Ministre déléguée aux Collectivités territoriales, Caroline Cayeux, dans un message vidéo pré-enregistré, a assuré qu’elle s’engageait « à simplifier » l’action des EPL, volonté ministérielle régulièrement martelée depuis des années, mais rarement traduite dans les faits, « face au mur de Bercy », pour reprendre l’expression du sénateur Hervé Marseille, par ailleurs vice-président de la FedEpl, considérant que le ministère des Finances reste à quai depuis des années sur l’hybridation public-privé portée, dans le sens de l’intérêt général, par les EPL. « Nous devons établir une relation de confiance avec le gouvernement », espère Patrick Jarry, qui a profité du contexte pour reformuler une demande concernant les SPL culturelles et l’interdiction qui leur est faite de recourir au mécénat : « Une discrimination incompréhensible que nous allons essayer de lever », affirme le président. Par ailleurs, la fédération souhaite dupliquer le modèle récent de la société publique locale universitaire (SPLU) pour les hôpitaux. La création du statut de la société publique locale hospitalière (SPLH) est ardemment espérée par la FedEpl.
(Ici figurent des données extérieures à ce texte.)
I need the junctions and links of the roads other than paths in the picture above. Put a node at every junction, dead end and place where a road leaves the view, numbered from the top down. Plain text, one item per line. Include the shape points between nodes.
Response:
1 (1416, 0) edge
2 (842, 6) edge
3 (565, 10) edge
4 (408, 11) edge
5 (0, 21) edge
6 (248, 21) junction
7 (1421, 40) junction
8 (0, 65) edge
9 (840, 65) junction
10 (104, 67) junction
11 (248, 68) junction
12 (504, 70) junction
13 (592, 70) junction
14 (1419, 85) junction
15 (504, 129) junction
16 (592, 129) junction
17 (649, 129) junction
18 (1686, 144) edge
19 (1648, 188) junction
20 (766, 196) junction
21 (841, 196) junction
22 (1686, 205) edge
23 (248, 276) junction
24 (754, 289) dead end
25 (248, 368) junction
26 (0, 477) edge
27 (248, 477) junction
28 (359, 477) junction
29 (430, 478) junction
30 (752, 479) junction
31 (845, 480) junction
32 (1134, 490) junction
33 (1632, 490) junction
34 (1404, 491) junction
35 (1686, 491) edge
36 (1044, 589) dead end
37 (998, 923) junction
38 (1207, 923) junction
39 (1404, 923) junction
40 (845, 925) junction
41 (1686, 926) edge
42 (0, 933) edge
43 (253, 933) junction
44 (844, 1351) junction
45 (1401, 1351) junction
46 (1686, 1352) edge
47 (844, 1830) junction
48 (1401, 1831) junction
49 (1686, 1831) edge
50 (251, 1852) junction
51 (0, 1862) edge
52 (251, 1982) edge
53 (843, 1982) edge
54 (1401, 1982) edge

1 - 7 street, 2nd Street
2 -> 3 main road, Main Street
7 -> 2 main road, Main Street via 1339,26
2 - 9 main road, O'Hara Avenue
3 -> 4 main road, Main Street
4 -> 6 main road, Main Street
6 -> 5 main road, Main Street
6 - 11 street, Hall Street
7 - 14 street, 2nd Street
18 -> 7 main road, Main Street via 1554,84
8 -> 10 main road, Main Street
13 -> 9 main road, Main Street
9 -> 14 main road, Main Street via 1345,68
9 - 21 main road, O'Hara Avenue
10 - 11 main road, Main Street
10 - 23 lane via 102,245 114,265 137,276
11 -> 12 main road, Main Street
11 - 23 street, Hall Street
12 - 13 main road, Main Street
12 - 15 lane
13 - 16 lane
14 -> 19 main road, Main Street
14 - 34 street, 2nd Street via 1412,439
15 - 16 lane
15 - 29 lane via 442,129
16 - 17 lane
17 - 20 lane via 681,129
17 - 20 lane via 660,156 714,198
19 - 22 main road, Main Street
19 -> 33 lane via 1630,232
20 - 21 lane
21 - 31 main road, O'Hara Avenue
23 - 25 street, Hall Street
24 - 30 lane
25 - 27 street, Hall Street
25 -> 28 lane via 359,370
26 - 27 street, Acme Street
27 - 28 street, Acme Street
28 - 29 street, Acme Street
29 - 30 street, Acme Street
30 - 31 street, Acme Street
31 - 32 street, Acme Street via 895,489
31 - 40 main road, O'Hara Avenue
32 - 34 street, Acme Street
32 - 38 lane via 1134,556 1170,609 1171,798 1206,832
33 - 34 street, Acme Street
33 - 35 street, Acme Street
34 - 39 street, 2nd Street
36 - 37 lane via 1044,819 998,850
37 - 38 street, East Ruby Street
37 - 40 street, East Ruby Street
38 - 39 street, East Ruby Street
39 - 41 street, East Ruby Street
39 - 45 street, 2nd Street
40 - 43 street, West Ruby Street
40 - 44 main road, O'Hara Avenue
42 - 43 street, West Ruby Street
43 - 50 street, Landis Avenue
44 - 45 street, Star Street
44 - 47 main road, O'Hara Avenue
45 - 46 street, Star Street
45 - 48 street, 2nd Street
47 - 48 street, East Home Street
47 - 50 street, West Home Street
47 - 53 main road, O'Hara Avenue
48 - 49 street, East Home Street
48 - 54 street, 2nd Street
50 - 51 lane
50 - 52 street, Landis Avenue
Pour Patrick Jarry, l’époque est favorable à l’accroissement toujours plus grand des EPL : « Prenons la rénovation des bâtiments publics, qui nécessitera la création d’outils ad hoc, ou encore la production d’énergies renouvelables. Le dynamisme et la créativité des territoires apportent sur un plateau des solutions : du photovoltaïque sur les toits des bâtiments publics, à la récupération de chaleur dans les égouts ou encore la méthanisation, chaque territoire a sa solution. La population souhaite à la fois l’efficacité du privé et la sauvegarde de l’intérêt général. Avec les EPL, nous y sommes », conclut-il.

  1. Livre blanc sur l’économie mixte locale. Agilité et transparence, oct. 2019, Fédération des EPL, Études et perspectives.
  2. L. n2022-217, 21 févr. 2022, relative à la différenciation, la décentralisation, la déconcentration et portant diverses mesures de simplification de l’action publique locale, dite « loi 3DS ».